Emotive Reaction Range? Hints: Awe, wonder, humility, mystery, grandeur, connectedness, bliss, overwhelmed, promethean, nourishing, dazzling, healing

  1. A Gift

    The first morning of the world. On the right the great expanse of the Santa Barbara Bay before me and on my left as I cycle by, the Ty Warner Estate. I am grateful to him for creating this path and making it available to the public. I am reminded of the words of the Benedictine Brother David Steindl Rast. “This moment is a gift; it is given to you, uniquely here and now, and never again.”

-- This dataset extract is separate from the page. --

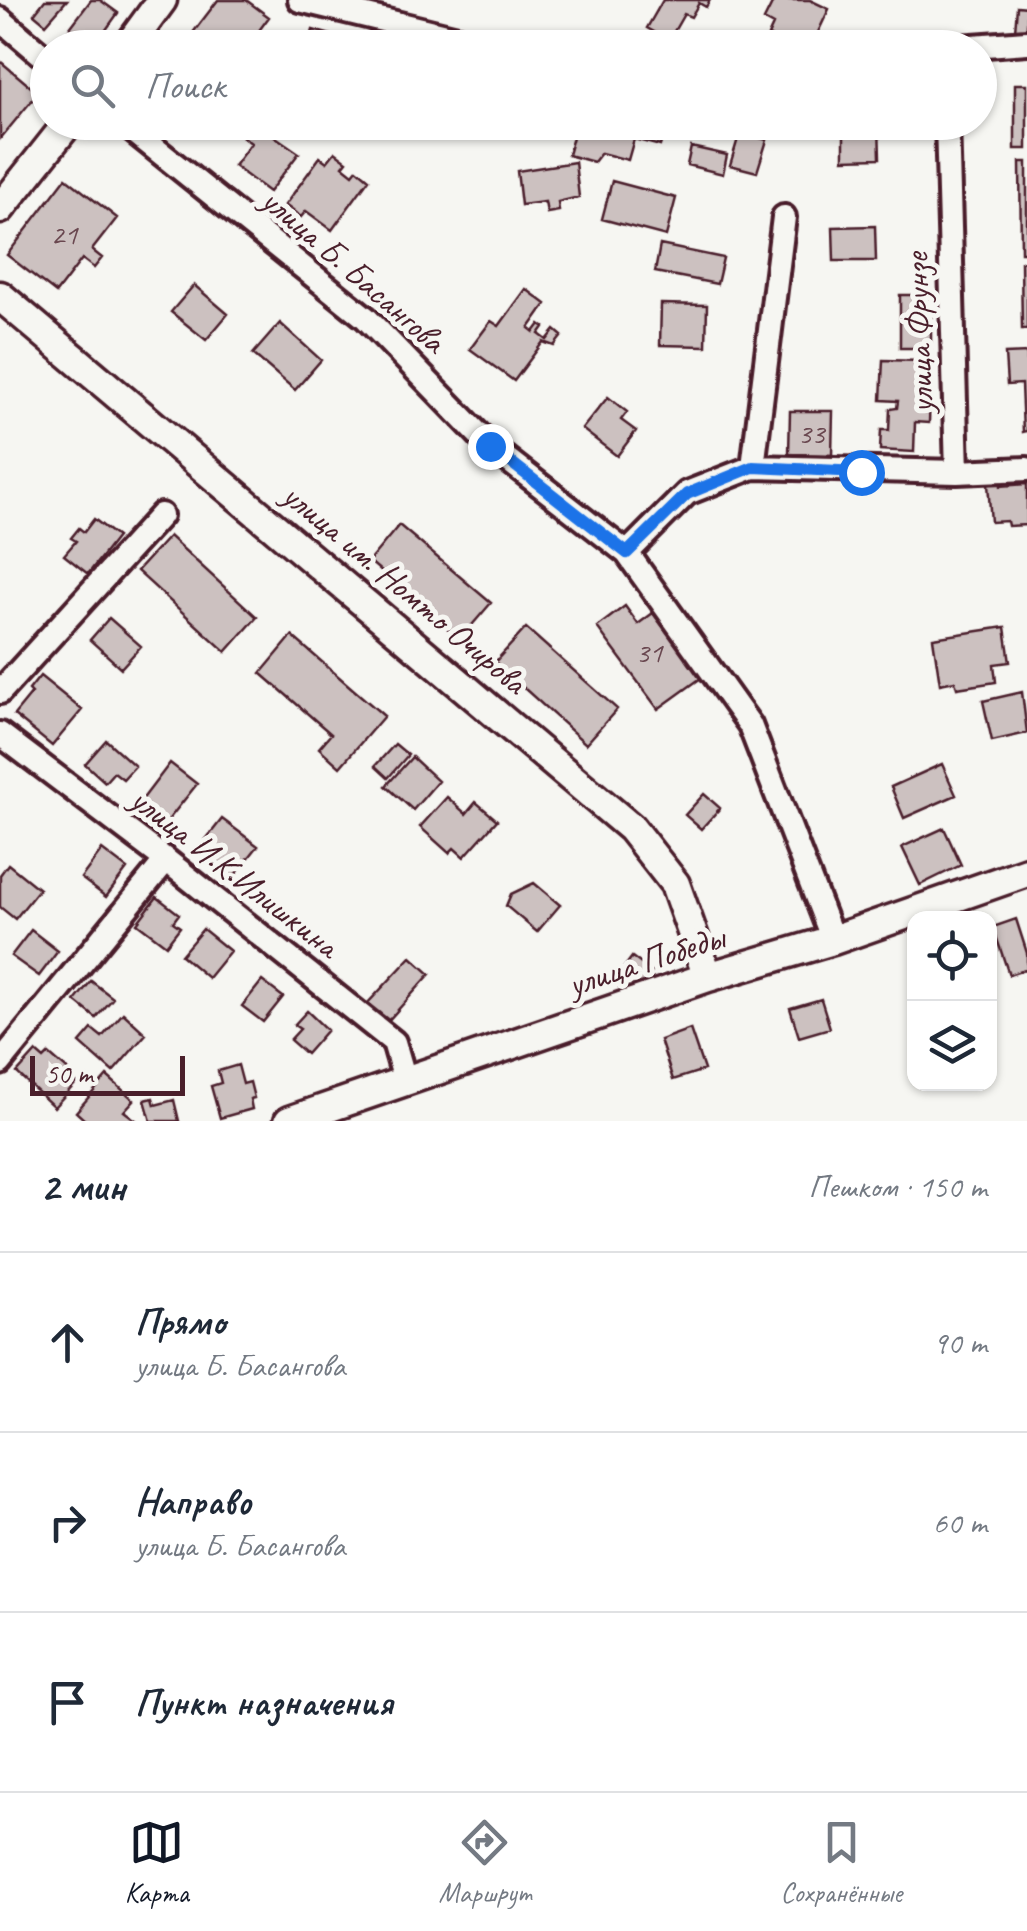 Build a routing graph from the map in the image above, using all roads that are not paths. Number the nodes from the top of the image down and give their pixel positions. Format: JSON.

    It is 7:30 a.m. and few hikers and an occasional biker interrupt the silence of red bougainvillea, yellow lantana, aloe, ceanothus, and the scent of jasmine. My earlier cares slip away like uncomfortable dreams from a foreign place. I head downward toward Butterfly Beach. (I love the name.)The air is pure, the sky is innocent in its original hue, as if its painter had just conceived it and had not quite decided to embellish its perfection. I head toward the Coral Casino and cycle back to look for my friend, but she is down-beach practicing her dance. Then I have the first glimpse of the spume, about half a mile away. I am not quite sure at first, simply a wave I suppose or perhaps a solo dolphin. Then suddenly a spout, and then another (I can’t quite predict it, but I know it will come). The creature emerges from its element in sea-green foam rolling over in a perfect harmony with the gentle waves. I watch transfixed.

    For a while the spouts continue in their special rhythm, far away; then they stop; and nothing besides the sound of waves remains. Morning strollers with their dogs pass by mildly curious about what I’m staring at, generally oblivious to the miracle unfolding offshore. But suddenly another spout about 100 yards from the Casino, and the great whale surfaces again and this time approaches curious to observe us humans at play. “There is a flock of them down by the pier” a young man observes standing by me. “I am getting married today,” he continues, “I take it as a favorable sign.” “I wish you much happiness” I say to him and really mean it. I look up to see a pale moon peeping down. I fancy the moon also wishes him well.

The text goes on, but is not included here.